AS summer days heat up, so do summer lovers. There they are, at the beach, in
the store, on the corner—couples who stand so close and stare so longingly
that you blush just watching them. It’s love. It’s perfect, sweet—and so
definitely sick.

Songwriters have long crooned that love is insane. But scientists now have a
more precise term for it: obsessive compulsive disorder (OCD). Made famous by
checkers and washers—people who check and recheck the door to be sure it’s
locked, or repeatedly try to wash away germs—OCD endlessly nags sufferers
with intrusive, anxious thoughts. Heeding these voices, people with OCD feel
compelled to repeat mundane activities or chase risky thrills, like
gambling.

That may not sound like blissful love, but some psychiatrists now say that
passion’s thrills do indeed resemble OCD’s angst, both in outward habits and the
brain’s inner chemistry. Love is just a lot more fun. What’s more, these
researchers say, the pathology of romance may play a pivotal role in our
evolution. Their ideas are raising eyebrows—and causing a few
giggles—among scientists. And their conclusions might just explain why
love makes you do such utterly foolish things.

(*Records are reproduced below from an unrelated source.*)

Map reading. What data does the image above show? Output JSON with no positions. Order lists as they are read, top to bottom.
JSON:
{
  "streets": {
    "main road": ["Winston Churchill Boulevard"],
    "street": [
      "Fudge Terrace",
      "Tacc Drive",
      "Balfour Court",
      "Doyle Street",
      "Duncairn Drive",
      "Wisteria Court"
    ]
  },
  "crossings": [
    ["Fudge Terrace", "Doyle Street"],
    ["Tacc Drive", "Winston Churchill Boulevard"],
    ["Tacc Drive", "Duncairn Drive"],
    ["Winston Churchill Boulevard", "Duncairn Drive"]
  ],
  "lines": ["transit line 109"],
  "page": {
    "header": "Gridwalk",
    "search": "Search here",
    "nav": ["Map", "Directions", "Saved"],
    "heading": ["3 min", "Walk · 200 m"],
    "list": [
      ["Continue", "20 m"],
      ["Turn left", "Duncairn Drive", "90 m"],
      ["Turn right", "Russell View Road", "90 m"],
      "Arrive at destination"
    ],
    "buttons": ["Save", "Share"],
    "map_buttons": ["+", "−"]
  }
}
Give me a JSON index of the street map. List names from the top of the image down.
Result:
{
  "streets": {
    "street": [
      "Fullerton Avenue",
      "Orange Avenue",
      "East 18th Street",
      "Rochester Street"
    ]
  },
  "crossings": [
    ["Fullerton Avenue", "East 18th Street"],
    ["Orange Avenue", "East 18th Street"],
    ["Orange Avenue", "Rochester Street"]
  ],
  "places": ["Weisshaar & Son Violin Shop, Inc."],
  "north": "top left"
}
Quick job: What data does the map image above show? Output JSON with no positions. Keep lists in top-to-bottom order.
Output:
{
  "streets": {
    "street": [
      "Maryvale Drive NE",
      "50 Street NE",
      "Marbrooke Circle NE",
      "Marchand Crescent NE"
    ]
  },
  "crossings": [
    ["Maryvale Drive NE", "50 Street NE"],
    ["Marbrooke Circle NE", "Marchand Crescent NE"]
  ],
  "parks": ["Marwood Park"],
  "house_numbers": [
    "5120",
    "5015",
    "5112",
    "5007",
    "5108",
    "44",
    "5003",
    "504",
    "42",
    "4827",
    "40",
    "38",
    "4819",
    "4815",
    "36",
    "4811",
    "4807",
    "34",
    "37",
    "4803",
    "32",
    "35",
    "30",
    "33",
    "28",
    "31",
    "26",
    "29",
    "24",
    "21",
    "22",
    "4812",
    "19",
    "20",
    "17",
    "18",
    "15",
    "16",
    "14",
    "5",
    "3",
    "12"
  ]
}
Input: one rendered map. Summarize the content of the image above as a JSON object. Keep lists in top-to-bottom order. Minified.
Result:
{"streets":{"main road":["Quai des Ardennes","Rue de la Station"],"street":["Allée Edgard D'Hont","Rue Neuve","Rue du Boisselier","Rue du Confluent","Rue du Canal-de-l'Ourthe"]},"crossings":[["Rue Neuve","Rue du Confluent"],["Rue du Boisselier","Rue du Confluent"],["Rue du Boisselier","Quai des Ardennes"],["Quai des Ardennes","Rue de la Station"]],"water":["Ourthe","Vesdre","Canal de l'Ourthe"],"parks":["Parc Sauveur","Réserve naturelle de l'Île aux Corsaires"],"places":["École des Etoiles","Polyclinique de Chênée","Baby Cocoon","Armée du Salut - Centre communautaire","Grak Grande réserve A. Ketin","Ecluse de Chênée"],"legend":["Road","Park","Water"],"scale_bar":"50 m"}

It all started in 1990, when Donatella Marazziti, a psychiatrist at the
University of Pisa in Italy, began looking for biochemical explanations for OCD.
One chief suspect was the neurotransmitter serotonin—a chemical that has a
soothing effect on the brain. Too little serotonin has been linked to
aggression, depression and anxiety; drugs in the Prozac family fight these
conditions by boosting the chemical’s presence in the brain. So Marazziti set
out to measure serotonin in people with OCD.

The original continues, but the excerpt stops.